Search the entries below for the word "Cottage" and copy each line that has it.

Segment Start: EXCERPTED DATA

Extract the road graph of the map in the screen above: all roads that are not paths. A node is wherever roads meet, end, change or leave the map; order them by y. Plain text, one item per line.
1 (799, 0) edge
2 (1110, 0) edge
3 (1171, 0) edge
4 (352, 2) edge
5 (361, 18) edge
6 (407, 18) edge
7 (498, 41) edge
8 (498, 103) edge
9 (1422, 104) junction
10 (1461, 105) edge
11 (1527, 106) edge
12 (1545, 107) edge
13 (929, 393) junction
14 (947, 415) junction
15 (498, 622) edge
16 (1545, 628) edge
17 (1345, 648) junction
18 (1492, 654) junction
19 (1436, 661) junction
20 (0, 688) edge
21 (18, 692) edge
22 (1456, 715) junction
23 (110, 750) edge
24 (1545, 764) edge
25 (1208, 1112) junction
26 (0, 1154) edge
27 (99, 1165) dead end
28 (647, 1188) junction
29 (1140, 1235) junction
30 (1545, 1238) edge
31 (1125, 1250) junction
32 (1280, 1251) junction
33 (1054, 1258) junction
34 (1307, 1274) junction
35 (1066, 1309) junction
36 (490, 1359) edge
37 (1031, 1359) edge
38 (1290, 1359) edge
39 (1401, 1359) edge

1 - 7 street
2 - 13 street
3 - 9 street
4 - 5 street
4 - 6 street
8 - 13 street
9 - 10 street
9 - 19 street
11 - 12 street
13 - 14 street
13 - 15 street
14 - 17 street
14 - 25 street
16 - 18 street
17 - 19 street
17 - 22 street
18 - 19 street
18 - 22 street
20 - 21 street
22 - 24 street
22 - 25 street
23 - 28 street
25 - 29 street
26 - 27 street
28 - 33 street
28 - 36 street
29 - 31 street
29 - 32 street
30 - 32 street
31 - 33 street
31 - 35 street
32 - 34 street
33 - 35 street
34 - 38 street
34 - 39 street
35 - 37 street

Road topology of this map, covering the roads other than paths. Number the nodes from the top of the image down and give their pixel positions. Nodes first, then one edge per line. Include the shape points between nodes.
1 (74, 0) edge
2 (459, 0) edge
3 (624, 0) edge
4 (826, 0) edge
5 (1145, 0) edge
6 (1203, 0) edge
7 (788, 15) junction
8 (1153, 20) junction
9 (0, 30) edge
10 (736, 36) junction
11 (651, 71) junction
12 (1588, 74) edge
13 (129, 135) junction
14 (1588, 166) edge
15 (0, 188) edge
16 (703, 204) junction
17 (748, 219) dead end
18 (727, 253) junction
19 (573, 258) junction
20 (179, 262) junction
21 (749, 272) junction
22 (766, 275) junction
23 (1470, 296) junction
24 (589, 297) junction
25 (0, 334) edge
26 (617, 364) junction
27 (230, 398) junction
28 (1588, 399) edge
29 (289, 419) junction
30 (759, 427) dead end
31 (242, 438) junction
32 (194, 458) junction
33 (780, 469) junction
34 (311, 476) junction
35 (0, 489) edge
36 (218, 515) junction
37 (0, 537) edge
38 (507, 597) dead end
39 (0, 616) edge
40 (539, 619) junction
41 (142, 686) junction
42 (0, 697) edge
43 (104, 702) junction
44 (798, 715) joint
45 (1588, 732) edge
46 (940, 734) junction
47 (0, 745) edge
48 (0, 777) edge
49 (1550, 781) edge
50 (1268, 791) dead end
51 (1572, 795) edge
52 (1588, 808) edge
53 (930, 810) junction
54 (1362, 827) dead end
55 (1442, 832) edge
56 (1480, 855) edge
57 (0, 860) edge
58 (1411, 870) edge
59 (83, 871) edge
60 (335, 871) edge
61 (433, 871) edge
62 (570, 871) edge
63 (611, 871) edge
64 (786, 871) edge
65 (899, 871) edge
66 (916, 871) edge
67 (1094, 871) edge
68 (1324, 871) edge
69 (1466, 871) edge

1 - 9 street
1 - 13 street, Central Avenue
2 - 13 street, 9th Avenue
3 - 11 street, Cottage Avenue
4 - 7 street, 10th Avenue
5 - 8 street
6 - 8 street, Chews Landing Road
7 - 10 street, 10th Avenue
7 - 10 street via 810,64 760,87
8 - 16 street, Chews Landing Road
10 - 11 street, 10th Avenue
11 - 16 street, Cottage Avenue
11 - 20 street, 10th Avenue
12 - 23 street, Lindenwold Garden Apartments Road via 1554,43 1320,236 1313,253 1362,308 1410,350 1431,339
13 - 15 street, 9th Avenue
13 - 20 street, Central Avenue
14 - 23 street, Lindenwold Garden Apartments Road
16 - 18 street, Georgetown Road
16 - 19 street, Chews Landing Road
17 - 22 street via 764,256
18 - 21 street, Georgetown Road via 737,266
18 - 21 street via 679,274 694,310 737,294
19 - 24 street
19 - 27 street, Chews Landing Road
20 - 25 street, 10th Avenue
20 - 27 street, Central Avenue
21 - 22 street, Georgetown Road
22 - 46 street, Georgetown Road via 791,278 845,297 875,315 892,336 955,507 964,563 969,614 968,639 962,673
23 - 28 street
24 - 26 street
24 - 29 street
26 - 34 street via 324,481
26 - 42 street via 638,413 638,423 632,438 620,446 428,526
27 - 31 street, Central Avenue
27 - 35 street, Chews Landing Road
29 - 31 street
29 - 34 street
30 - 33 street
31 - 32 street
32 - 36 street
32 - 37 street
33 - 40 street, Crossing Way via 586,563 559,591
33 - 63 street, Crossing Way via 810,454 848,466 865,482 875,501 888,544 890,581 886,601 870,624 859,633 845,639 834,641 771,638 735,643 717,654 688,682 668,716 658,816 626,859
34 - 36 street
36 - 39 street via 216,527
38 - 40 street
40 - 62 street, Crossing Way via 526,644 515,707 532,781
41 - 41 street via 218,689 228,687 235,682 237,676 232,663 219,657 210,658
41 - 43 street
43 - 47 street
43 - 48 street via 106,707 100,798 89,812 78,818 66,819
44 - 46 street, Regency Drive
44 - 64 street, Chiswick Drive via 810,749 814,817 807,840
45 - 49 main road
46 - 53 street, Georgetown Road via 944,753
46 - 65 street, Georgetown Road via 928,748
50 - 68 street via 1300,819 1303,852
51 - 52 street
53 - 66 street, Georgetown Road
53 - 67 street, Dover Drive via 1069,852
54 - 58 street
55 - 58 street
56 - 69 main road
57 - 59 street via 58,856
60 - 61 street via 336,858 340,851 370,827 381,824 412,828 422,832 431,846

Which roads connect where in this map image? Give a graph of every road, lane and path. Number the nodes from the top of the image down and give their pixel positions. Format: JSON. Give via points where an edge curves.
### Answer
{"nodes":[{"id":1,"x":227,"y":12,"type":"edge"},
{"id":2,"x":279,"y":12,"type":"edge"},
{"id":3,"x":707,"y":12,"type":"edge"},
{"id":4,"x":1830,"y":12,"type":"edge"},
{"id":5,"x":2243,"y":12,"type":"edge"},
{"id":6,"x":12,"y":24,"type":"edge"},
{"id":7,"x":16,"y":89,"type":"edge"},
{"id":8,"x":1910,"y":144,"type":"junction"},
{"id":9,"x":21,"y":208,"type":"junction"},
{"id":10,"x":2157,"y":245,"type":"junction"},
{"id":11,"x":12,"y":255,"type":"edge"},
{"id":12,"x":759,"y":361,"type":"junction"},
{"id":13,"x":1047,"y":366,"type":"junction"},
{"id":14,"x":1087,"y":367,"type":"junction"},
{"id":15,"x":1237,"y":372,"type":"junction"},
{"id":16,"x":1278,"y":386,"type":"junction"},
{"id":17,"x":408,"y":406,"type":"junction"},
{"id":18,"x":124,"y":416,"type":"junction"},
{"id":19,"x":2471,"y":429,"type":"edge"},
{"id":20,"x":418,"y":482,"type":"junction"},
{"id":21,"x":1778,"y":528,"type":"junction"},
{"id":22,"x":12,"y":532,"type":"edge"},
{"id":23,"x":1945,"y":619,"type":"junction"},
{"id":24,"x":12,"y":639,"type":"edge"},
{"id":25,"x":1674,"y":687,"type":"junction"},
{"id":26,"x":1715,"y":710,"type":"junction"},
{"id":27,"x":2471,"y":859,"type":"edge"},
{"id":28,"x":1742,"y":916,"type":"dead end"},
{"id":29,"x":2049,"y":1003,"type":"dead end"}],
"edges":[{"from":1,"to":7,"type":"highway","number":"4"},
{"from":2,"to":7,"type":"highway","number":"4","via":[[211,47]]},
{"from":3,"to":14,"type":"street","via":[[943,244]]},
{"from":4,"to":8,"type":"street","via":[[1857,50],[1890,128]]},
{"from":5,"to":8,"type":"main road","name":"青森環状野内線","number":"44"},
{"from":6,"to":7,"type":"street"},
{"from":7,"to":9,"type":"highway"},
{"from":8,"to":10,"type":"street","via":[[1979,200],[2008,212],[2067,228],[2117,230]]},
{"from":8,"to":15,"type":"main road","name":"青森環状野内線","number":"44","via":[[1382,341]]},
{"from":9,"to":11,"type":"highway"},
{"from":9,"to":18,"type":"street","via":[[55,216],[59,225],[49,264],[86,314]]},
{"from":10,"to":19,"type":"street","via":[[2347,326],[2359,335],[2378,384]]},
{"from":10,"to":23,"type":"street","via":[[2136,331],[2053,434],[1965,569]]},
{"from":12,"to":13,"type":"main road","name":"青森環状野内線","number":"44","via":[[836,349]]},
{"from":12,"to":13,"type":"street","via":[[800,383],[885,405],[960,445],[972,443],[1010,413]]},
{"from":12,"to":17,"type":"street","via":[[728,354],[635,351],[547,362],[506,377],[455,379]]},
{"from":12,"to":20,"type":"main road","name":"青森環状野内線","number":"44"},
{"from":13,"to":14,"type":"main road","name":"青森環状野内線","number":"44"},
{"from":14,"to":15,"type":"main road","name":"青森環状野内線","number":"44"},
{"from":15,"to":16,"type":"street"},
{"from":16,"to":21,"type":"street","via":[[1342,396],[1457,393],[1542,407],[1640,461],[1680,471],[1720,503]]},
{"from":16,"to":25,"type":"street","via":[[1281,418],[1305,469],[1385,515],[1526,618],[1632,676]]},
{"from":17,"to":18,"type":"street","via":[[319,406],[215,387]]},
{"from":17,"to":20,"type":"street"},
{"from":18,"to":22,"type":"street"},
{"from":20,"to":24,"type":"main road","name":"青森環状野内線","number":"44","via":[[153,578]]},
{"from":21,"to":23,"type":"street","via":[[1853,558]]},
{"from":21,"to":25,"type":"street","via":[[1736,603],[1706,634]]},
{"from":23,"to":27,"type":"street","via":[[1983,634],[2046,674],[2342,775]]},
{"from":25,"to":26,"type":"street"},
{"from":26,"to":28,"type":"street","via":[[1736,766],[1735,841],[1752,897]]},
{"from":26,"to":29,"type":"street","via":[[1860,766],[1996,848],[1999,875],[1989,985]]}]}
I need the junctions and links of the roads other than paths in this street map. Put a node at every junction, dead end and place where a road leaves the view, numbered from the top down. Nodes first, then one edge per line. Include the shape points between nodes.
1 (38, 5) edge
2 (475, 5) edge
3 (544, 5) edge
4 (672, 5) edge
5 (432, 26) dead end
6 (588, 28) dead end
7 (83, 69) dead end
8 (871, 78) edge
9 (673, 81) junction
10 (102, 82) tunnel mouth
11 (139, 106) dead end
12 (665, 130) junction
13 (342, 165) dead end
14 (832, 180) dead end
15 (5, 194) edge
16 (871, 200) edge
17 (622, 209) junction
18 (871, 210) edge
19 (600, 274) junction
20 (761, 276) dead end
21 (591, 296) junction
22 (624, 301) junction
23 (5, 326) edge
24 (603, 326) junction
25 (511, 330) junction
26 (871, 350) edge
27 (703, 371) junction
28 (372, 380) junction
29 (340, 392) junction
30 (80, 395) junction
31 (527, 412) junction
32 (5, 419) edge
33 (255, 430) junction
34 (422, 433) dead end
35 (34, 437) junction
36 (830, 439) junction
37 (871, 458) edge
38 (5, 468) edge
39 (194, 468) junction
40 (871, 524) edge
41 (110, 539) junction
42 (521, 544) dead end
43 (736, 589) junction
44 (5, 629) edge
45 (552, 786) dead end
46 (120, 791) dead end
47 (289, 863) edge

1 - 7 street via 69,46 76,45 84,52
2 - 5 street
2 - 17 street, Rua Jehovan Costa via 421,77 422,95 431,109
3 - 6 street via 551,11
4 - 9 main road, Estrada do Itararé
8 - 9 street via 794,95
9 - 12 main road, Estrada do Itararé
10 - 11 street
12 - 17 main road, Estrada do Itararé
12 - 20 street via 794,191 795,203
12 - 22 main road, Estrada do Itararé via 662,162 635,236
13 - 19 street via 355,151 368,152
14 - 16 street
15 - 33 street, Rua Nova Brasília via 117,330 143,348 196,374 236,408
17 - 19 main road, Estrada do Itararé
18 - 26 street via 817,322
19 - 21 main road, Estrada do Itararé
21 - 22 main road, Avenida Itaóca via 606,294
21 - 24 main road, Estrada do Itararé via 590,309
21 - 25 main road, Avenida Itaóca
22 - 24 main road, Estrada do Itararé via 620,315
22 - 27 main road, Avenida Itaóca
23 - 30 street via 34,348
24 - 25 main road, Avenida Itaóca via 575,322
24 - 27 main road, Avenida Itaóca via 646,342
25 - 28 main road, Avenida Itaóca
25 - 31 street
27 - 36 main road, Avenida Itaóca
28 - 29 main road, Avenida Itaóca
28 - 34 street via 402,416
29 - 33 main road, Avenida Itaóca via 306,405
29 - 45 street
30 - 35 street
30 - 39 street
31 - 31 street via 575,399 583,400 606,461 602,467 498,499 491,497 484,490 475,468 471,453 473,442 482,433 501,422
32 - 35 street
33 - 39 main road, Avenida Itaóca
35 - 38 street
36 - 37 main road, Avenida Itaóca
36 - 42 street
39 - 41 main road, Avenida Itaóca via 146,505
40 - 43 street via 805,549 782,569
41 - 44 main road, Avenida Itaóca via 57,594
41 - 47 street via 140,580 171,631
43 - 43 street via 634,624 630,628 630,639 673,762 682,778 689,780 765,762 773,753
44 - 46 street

Segment End: EXCERPTED DATA

ANSWER FOR THIS EXERCISE:
3 - 11 street, Cottage Avenue
11 - 16 street, Cottage Avenue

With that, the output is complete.